Sedangkan Tuti sepertinya lolos dari 3 besar peringkat terbawah. Mungkin karena
duduk di sebelah Said, makanya nilainya bisa aman dan gak harus ikut ujian
susulan.
Tuti sepertinya
masih marahan padaku. Entahlah apa salahku padanya. Nggak biasanya Tuti seperti
ini. Akhirnya aku pun memberanikan diri bicara berdua padanya. Sebagai mantan
kepala geng, Tuti emang terlihat sangar dan menyeramkan. Makanya aku agak cemas
jangan sampai dia ngamuk.
“Ti! Aku mau bicara
berdua aja.” Ucapku.
“Oke!” jawab Tuti.
“Kamu marah kan
sama aku?” tanyaku.
“Ren, Erwin udah di
depan tuh jemput.” Tuti seolah mengalihkan pembicaraan.
“Ti? Jawab dong!”
desakku.
Tuti membuka tas
ranselnya lalu mengeluarkan selembar foto. “Ini apa?” ucapnya sambil memberikan
foto itu padaku.
Ini foto aku dan
Arya saat di café milik Kak Wina. Yah, saat itu aku kencan secara tidak
kebetulan dan mendadak saat hari pertama Arya masuk ke sekolah setelah hampir
dua minggu ijin.
“Kamu nggak pernah
cerita Ren! Kamu tuh munafik, katanya gak bakalan jatuh cinta sama si pangeran.
Nyatanya kamu malah jalan diam-diam gitu.” Bentak Tuti.
“Bukan gitu Ti!”
aku mencoba membela diri.
“Alah, gak usah banyak
alasan deh Ren.”
“Kamu dengar dulu
dong Ti!” air mataku mulai menetes. Aku gak nyangka Tuti menanggapinya dengan
negatif kayak gini.
“Kamu udah berubah Ren. Aku jadi kasihan sama
Erwin.” Pandangan Tuti tajam terarah keluar jendela menuju Erwin.
Aku pun jadi
jengkel dan merasa tersinggung sudah dituduh tanpa sebab gitu. “Loh kok! Jadi
bawa-bawa Erwin sih? Kamu dengar dulu dong. Jangan asal sewot gitu!” aku jadi
ikutan sewot.
“Kamu tahu apa kata
anak-anak Pers setelah nglihat foto itu? Mereka tuh bilang, kamu tuh sok jaim.
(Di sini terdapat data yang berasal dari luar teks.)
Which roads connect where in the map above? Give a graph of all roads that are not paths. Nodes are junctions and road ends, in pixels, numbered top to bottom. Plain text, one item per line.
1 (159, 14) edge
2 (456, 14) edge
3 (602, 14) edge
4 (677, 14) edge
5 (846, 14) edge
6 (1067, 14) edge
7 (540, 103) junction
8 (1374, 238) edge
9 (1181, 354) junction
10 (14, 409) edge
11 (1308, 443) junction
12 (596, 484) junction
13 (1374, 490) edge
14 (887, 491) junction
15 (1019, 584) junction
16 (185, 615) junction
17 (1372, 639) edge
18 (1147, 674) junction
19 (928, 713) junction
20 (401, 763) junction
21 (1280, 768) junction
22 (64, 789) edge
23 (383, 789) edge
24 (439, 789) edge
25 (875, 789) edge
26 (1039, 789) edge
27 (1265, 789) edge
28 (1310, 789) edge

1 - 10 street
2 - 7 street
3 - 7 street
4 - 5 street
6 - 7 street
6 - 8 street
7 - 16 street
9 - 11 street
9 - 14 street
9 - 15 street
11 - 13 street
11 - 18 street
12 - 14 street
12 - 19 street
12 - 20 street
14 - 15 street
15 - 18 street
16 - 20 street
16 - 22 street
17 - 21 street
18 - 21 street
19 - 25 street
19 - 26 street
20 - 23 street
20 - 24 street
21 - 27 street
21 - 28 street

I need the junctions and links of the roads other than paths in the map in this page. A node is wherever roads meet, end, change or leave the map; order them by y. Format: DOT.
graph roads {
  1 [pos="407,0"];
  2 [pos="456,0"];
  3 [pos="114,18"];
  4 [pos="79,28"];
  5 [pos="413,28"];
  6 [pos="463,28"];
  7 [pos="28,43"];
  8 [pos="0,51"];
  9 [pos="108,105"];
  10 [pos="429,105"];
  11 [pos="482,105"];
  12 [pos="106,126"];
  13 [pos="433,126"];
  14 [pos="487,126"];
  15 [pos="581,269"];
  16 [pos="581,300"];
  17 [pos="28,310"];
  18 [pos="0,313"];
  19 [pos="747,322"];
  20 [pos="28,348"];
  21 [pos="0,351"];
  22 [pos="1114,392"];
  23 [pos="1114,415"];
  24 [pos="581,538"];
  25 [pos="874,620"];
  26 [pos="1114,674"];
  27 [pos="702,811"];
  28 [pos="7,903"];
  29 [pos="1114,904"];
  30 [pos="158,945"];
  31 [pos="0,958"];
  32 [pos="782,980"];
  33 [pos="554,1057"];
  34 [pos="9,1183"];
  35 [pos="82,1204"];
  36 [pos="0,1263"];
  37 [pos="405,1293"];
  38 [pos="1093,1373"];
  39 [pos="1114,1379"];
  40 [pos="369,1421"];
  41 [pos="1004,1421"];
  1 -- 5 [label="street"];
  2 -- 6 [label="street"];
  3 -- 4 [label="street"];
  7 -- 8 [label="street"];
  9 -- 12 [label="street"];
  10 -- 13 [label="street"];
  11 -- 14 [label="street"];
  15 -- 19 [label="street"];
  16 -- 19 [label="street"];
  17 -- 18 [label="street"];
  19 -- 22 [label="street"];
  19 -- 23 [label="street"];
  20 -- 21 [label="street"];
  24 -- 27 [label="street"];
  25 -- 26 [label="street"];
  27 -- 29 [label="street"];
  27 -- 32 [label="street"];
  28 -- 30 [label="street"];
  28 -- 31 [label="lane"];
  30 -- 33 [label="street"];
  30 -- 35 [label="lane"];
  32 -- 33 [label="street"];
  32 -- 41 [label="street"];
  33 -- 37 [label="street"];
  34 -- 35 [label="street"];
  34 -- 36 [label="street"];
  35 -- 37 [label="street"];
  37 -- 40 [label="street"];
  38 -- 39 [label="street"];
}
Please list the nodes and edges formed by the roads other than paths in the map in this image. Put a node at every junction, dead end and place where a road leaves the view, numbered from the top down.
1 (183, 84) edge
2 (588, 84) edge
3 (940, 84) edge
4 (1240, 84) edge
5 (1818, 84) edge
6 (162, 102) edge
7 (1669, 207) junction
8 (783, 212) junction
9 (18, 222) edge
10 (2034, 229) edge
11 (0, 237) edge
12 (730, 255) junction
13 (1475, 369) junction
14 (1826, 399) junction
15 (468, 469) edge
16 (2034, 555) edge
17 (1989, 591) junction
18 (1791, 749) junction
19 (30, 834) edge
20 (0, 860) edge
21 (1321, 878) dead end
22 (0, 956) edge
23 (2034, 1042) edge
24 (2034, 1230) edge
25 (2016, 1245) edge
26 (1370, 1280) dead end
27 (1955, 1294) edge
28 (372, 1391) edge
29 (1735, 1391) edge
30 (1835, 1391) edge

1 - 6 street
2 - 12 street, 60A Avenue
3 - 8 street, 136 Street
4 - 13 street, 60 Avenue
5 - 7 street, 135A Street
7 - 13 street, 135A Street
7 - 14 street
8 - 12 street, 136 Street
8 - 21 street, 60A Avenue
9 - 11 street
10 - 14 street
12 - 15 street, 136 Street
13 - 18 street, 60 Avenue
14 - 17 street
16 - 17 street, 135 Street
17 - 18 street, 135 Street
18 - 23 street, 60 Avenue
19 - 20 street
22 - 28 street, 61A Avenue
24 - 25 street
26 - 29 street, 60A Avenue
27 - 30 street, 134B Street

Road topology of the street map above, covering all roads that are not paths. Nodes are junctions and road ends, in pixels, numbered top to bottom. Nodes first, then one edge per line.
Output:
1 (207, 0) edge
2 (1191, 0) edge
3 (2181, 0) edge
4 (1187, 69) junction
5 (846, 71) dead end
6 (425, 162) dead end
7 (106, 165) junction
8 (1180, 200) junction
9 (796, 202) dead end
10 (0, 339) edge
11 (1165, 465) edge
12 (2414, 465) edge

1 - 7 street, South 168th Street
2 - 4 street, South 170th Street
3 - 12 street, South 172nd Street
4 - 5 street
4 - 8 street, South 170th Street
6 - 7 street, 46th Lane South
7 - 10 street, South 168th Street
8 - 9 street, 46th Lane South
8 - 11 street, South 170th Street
Sok suci tapi ternyata kamu diam-diam dekatin Arya. Selama ini kamu ledekin
Erni yang gila sama Arya, tapi ternyata kamu tuh munafik. Untung Foto ini gak
aku sebar karena aku masih hargain kamu sebagai sahabat.”
Hatiku seperti
teriris. Emang sih sebagian kata-kata Tuti itu ada benarnya. Tapi setidaknya
aku ingin Tuti mendengarkanku. Dan aku sangat kecewa Tuti sudah nuduh-nuduh aku
begitu.
“Aku gak pacaran
sama Arya. Aku juga Cuma jalan saja sama Arya. Dan aku juga bukan cewek gatal seperti
yang udah kamu tuduh.” Tegasku.
“Tapi kamu suka kan
sama dia?”
Pertanyaan Tuti ini
membuatku tertekan. “GAK!”
“Kasihan, ternyata
Erwin hanya jadi pelampiasan.” Cibir Tuti.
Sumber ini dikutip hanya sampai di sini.